• **Exercise**: Of the lines below, copy those that hold the word "paths".

• **Data provided**:
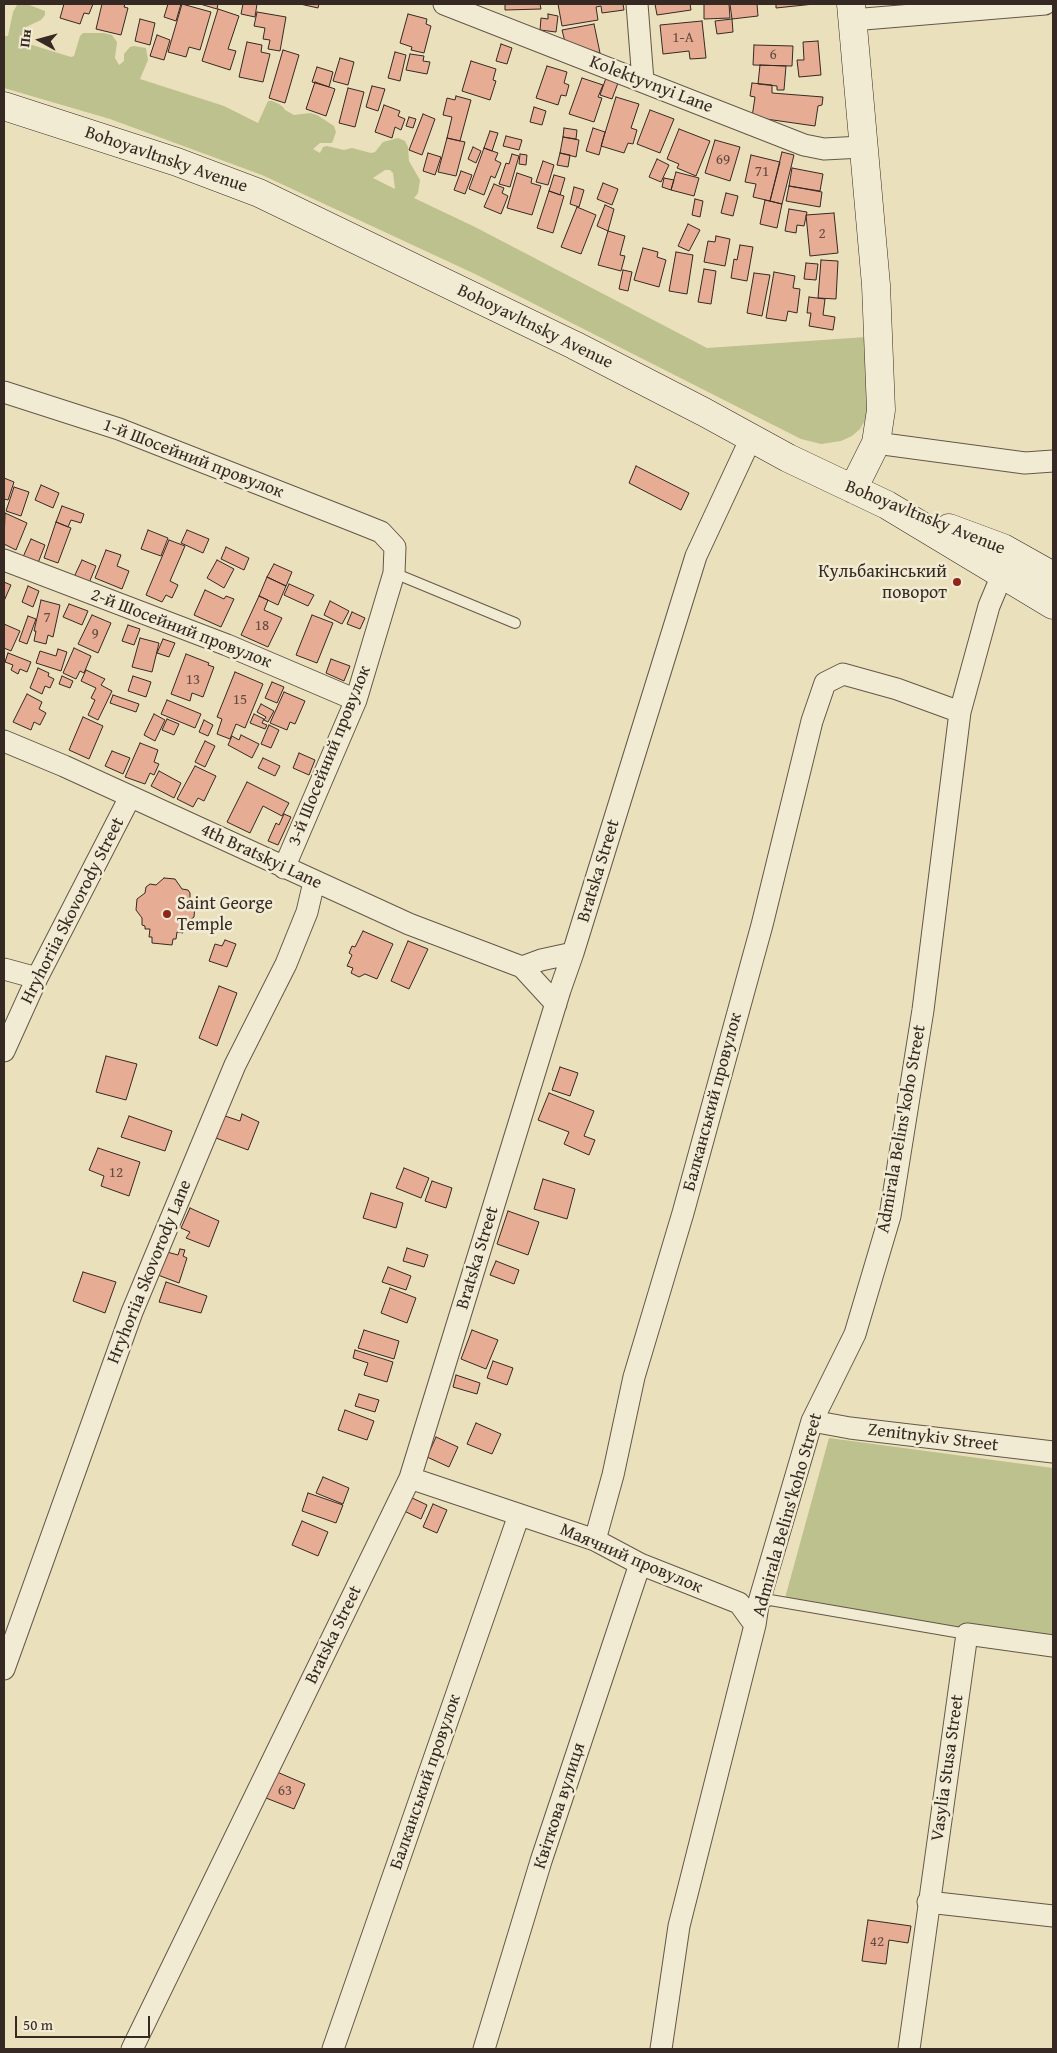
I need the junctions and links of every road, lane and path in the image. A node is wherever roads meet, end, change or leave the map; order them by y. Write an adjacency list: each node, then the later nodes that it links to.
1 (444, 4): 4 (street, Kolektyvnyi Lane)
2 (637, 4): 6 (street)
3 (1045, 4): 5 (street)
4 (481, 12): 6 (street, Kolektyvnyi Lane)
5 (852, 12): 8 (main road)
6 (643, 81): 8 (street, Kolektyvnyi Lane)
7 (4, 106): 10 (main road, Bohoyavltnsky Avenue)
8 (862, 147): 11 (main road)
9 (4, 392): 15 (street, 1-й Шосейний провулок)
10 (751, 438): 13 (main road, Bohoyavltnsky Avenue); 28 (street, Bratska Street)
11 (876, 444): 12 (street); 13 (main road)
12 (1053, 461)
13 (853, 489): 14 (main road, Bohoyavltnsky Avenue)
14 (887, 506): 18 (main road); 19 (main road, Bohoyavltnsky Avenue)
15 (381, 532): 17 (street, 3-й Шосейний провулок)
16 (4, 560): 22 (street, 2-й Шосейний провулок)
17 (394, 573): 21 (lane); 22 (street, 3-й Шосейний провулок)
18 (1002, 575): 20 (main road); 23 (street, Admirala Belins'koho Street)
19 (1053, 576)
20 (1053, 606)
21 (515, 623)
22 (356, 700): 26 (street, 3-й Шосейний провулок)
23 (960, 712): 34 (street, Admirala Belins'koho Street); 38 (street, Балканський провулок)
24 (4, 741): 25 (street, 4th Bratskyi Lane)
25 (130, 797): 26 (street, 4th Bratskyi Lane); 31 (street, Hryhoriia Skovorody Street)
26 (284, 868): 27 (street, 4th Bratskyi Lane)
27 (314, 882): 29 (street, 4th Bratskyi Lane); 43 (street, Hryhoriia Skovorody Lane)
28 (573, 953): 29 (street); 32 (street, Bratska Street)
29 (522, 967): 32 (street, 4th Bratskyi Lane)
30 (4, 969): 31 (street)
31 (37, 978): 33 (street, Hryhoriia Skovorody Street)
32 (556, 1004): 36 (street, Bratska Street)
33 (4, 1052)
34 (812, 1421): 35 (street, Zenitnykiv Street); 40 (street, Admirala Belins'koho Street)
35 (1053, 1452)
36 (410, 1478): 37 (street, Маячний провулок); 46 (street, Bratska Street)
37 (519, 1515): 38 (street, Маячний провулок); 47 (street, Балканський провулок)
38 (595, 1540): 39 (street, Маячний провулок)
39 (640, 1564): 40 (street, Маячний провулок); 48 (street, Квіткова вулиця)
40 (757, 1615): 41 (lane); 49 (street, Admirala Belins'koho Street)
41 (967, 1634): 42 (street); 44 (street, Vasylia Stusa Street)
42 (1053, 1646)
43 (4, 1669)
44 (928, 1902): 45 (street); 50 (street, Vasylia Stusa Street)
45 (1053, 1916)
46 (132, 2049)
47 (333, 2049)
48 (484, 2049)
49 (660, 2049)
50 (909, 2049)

---

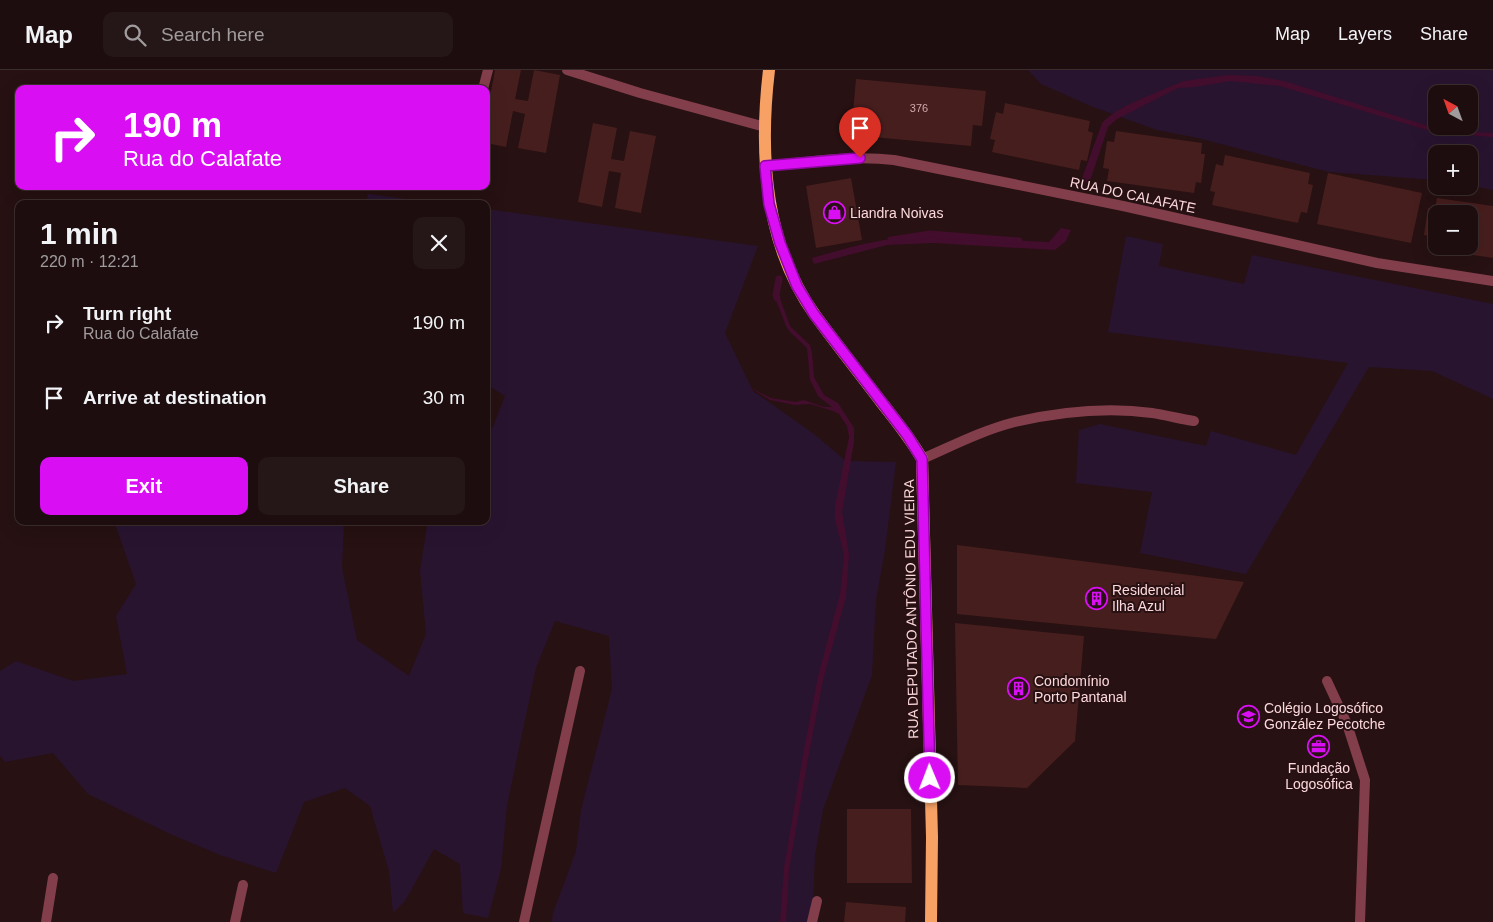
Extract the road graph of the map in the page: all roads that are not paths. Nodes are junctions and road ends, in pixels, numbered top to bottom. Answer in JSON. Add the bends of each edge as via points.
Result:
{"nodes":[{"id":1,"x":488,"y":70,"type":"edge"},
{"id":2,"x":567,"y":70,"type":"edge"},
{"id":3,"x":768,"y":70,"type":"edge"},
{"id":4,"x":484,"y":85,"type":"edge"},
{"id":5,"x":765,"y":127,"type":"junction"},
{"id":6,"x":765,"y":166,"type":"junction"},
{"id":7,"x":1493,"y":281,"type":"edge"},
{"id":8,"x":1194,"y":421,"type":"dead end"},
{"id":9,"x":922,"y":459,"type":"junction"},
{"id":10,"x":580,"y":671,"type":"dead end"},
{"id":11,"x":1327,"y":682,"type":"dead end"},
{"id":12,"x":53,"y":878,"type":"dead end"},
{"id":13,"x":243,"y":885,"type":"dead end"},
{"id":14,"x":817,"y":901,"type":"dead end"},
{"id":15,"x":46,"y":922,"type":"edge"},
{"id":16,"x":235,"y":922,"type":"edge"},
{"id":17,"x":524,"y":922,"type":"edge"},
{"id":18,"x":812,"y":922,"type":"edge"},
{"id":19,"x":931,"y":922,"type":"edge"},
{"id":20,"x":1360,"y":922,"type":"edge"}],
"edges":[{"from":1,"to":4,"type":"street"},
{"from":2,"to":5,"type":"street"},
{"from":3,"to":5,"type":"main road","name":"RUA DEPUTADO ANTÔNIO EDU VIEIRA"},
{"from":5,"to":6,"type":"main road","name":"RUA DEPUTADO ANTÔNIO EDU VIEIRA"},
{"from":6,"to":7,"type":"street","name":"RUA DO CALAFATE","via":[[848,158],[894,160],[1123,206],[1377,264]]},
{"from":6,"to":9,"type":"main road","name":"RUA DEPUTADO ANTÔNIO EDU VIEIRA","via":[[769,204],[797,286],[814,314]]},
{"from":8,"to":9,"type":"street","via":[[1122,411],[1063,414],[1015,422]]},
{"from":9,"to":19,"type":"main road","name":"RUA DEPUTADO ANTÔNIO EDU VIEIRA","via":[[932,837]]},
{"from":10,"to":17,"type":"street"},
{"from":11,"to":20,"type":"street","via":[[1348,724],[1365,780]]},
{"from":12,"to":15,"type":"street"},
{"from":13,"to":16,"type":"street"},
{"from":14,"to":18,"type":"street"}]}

==

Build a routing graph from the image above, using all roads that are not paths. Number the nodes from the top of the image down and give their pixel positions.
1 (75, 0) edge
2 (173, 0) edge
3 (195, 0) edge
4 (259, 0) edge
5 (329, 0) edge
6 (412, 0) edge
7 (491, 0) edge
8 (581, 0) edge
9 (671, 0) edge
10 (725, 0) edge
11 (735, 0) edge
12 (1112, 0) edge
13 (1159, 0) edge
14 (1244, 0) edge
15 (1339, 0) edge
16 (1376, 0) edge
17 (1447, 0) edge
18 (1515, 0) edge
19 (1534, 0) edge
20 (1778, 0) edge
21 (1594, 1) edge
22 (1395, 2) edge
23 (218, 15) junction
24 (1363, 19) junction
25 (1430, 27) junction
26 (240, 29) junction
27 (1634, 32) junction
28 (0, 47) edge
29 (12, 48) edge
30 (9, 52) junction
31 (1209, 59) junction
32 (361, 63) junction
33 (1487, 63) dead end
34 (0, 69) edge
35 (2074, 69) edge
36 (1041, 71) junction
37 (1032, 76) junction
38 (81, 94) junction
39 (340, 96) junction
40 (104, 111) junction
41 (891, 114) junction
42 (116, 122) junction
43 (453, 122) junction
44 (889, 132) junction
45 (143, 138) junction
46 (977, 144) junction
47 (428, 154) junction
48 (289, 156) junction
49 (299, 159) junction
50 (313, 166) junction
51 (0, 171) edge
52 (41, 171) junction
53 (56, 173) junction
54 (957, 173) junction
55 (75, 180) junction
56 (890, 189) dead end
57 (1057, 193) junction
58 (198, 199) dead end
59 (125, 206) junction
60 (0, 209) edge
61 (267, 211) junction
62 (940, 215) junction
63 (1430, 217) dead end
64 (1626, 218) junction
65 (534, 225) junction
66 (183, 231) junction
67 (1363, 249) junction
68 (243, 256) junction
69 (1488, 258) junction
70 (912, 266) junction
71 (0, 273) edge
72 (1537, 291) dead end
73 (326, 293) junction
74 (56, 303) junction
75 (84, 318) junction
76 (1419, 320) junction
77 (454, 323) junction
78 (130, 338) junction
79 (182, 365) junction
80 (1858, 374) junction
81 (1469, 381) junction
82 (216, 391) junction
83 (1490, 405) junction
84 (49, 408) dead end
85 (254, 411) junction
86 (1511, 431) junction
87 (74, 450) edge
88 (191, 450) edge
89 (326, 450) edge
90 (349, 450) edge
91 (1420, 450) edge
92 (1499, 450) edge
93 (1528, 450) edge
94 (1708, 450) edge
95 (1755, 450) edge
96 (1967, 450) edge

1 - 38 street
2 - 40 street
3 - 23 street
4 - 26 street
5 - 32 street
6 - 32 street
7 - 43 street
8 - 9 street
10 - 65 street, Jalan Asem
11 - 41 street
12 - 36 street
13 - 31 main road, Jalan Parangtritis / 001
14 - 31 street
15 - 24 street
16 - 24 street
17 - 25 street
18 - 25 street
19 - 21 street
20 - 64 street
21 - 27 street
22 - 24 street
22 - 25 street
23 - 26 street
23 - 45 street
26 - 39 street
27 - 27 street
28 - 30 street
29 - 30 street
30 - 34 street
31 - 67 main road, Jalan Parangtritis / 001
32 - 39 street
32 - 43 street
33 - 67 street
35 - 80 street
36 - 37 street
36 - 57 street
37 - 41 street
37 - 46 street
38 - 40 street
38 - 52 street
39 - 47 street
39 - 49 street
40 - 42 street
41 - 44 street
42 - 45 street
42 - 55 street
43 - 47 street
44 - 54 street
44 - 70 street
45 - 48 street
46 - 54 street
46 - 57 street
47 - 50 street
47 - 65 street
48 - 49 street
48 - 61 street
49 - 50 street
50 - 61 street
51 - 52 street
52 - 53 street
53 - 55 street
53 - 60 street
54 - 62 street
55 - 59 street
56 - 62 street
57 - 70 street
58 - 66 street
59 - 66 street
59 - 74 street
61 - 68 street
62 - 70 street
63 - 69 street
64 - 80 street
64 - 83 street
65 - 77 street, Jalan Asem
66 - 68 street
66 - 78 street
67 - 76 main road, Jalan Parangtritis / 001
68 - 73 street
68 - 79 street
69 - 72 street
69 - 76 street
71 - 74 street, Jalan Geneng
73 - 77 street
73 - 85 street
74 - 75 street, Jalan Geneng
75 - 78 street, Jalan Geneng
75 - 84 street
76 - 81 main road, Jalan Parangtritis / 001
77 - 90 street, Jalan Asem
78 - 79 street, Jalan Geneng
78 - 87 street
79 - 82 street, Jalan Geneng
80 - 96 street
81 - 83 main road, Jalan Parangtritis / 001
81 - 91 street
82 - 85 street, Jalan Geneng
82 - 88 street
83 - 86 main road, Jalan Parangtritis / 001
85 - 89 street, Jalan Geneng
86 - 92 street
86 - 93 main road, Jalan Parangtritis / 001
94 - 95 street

• **Solution for this exercise**:
Extract the road graph of the map in the page: all roads that are not paths. Nodes are junctions and road ends, in pixels, numbered top to bottom. Answer in JSON. Add the bends of each edge as via points.
Build a routing graph from the image above, using all roads that are not paths. Number the nodes from the top of the image down and give their pixel positions.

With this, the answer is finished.